*Task goal*: Among the entries that follow, find every line with the word "Rastegar" and list it.

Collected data
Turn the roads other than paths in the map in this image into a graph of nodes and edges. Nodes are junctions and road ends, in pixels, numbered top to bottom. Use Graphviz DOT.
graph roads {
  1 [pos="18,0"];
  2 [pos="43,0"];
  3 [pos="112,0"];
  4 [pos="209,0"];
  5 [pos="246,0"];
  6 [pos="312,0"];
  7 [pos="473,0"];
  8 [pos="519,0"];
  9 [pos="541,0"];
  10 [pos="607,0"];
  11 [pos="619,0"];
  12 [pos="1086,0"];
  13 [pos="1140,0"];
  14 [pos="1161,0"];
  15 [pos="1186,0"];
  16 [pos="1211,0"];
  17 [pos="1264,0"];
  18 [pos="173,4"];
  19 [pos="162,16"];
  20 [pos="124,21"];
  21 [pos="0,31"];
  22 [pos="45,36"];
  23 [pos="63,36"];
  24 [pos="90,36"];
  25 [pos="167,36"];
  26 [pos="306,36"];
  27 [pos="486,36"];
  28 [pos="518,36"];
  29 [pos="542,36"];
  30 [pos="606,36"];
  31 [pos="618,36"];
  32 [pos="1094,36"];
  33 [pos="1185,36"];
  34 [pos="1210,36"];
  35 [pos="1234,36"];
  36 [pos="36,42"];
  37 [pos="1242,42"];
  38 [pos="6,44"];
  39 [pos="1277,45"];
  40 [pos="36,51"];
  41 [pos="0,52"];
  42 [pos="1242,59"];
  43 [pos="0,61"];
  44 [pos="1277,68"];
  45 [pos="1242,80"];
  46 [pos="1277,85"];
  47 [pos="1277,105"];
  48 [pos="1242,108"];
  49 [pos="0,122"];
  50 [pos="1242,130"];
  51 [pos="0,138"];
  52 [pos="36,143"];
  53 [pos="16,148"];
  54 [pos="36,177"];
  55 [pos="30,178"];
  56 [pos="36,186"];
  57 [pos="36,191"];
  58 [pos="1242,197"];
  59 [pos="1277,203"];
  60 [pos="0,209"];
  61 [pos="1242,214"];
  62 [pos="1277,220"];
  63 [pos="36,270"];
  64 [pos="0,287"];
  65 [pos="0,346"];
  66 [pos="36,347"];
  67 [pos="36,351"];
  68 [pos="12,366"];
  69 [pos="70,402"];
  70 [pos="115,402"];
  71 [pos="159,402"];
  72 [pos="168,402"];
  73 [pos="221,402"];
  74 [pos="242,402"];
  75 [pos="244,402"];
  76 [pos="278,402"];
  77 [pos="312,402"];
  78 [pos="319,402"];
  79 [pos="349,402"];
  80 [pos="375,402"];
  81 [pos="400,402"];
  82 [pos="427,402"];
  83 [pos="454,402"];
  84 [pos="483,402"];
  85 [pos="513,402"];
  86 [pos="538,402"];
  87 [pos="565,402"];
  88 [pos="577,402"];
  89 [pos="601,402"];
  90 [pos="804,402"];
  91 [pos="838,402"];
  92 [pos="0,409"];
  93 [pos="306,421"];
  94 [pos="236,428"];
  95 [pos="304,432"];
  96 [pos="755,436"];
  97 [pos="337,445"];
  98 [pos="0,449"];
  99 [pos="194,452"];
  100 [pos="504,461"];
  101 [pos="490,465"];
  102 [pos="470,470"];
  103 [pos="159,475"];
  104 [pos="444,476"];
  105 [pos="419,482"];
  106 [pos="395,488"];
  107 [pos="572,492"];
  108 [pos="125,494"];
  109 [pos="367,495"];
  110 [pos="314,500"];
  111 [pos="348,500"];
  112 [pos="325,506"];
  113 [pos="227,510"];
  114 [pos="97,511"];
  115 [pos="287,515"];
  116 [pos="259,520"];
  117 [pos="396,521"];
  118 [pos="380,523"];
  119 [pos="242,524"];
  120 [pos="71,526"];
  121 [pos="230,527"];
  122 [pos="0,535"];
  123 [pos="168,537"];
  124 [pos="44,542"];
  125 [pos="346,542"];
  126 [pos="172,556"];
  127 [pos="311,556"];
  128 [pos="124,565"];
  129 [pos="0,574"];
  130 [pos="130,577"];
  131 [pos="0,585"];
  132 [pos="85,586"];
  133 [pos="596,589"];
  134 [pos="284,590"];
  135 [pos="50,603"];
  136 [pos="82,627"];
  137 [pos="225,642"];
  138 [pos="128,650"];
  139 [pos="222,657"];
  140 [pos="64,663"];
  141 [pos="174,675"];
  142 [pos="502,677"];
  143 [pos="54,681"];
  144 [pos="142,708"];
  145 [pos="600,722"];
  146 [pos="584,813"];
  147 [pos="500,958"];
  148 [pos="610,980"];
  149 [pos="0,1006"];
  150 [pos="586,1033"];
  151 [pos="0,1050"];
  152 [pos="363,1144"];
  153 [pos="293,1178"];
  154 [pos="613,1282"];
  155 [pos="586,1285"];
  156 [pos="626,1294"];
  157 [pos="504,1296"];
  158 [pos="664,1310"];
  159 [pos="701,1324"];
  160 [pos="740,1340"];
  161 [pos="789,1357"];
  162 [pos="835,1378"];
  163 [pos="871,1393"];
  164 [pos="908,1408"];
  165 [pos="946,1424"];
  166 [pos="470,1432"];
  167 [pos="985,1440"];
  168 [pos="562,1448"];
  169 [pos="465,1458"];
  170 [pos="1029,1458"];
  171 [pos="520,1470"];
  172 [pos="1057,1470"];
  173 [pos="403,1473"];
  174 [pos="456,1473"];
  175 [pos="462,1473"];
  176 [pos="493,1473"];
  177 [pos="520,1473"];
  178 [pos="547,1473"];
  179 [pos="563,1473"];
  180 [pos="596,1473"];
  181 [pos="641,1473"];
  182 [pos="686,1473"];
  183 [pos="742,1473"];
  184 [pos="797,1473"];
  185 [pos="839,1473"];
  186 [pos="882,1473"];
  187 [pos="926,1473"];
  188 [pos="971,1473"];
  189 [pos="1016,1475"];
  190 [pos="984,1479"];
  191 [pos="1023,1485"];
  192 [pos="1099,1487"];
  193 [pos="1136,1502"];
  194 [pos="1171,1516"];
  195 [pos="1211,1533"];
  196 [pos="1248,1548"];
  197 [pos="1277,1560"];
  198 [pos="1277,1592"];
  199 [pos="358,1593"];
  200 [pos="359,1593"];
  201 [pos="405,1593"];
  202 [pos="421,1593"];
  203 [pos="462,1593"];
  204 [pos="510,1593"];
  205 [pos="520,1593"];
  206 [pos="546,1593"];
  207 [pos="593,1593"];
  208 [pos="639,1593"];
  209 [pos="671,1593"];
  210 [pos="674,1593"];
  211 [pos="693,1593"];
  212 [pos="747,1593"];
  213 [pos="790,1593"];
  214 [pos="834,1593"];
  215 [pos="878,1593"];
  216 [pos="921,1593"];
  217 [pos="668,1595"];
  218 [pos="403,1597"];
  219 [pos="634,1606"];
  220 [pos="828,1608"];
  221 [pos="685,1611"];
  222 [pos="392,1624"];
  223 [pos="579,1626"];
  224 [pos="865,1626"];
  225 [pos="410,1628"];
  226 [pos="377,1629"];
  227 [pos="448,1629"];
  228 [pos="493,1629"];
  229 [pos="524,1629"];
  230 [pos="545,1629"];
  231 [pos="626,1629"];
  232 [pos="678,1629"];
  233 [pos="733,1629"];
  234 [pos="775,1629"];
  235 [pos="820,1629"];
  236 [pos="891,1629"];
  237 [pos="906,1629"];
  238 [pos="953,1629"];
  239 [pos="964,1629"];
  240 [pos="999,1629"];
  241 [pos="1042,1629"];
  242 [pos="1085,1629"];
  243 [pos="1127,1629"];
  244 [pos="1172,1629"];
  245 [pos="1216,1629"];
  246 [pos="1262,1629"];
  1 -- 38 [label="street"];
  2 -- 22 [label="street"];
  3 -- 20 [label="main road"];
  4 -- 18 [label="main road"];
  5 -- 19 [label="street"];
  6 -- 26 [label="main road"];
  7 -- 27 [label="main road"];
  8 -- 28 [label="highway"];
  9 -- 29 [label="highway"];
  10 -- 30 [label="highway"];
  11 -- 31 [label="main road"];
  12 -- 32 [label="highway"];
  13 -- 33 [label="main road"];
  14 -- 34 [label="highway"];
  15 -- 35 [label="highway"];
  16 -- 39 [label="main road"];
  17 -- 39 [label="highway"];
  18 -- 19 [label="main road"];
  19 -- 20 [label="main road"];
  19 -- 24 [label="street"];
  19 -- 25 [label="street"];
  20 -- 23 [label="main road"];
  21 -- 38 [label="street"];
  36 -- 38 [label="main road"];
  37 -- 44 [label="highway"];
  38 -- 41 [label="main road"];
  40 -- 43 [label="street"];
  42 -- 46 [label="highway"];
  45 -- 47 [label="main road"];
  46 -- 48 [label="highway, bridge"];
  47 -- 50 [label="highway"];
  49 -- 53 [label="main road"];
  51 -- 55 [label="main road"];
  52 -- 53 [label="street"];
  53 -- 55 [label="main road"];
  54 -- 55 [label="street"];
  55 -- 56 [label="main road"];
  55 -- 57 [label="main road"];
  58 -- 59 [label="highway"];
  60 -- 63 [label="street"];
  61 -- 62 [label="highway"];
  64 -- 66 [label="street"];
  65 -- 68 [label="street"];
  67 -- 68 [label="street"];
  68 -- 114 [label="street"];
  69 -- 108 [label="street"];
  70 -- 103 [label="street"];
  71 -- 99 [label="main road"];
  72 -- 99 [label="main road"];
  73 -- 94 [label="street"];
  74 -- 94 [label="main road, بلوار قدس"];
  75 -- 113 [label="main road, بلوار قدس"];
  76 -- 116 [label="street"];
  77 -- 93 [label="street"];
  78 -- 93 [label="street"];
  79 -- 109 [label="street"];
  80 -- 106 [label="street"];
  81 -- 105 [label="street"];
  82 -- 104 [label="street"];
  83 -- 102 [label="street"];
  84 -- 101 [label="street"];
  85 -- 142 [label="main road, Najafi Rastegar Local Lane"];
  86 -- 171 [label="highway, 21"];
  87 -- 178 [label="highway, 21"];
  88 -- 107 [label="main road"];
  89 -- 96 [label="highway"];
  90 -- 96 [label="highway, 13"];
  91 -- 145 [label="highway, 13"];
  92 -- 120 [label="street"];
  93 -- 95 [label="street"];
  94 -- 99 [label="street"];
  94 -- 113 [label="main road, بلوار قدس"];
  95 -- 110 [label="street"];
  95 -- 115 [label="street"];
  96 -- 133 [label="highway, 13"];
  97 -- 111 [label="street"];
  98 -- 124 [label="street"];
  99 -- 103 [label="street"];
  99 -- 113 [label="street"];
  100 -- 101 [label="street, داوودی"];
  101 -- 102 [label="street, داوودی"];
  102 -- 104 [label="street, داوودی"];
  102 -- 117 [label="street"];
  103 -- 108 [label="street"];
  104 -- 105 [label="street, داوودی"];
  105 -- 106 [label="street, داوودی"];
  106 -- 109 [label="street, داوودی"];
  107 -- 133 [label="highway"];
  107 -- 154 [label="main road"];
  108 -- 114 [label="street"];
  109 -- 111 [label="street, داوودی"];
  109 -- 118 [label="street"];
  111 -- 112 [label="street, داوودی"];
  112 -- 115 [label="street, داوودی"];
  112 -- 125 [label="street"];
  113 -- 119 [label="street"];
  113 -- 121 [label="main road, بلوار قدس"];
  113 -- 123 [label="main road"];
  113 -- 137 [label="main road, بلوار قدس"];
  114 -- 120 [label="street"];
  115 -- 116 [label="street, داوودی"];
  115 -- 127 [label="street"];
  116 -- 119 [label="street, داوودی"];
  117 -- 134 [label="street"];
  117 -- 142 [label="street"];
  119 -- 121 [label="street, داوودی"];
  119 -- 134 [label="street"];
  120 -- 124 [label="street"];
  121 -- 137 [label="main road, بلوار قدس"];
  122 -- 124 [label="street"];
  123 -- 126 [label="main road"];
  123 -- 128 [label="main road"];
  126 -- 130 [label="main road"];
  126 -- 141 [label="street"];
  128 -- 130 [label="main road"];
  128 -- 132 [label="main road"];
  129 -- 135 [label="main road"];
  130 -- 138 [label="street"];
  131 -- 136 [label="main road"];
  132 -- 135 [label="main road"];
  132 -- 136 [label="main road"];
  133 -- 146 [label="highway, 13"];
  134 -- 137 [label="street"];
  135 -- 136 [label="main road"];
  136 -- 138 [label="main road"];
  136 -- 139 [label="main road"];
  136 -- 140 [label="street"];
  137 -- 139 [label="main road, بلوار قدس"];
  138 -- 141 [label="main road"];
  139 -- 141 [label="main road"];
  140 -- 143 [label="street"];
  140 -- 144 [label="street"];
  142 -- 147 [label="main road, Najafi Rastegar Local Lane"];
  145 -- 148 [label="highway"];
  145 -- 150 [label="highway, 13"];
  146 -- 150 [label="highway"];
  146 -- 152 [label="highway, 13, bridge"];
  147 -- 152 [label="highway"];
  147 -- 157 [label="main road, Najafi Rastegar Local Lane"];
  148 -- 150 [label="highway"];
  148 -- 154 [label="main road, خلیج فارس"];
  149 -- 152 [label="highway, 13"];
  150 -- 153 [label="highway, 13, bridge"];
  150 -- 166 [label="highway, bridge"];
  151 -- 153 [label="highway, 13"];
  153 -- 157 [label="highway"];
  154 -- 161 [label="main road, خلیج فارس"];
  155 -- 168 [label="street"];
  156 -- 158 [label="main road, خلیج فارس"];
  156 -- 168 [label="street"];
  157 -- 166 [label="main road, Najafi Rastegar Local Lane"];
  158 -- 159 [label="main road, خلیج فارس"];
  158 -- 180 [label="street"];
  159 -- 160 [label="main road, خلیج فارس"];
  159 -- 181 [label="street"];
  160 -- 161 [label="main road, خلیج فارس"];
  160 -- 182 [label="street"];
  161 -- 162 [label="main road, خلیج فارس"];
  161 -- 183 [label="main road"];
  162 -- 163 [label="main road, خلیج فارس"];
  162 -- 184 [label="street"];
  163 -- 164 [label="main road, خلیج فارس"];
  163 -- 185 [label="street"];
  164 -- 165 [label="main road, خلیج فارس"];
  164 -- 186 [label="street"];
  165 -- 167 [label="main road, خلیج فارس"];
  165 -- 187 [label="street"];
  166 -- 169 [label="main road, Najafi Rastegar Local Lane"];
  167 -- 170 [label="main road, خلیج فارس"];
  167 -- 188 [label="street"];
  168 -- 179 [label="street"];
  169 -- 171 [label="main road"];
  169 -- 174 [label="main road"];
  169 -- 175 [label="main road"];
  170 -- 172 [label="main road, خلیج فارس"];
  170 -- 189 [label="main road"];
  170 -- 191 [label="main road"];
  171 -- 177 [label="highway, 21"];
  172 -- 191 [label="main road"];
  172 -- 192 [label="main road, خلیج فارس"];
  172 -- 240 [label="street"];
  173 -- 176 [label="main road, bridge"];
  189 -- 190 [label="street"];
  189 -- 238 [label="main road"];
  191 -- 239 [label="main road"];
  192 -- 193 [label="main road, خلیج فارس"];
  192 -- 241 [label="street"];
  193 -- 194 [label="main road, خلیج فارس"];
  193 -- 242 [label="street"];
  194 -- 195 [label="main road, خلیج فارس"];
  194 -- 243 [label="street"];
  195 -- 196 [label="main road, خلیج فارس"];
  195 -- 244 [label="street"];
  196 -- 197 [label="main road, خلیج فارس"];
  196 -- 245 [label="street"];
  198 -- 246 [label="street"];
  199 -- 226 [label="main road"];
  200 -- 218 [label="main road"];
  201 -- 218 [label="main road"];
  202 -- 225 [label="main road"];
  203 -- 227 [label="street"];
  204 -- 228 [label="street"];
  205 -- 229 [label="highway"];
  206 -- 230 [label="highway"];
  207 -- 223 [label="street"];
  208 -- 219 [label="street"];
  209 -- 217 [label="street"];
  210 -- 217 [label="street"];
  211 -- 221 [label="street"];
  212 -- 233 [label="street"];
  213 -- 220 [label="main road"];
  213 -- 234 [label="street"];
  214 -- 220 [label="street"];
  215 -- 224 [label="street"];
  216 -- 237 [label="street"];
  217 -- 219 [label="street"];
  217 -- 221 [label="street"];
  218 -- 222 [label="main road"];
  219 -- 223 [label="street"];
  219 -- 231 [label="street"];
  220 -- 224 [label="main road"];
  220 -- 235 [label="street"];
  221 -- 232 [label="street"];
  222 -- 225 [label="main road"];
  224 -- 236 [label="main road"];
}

*Response area*:
  85 -- 142 [label="main road, Najafi Rastegar Local Lane"];
  142 -- 147 [label="main road, Najafi Rastegar Local Lane"];
  147 -- 157 [label="main road, Najafi Rastegar Local Lane"];
  157 -- 166 [label="main road, Najafi Rastegar Local Lane"];
  166 -- 169 [label="main road, Najafi Rastegar Local Lane"];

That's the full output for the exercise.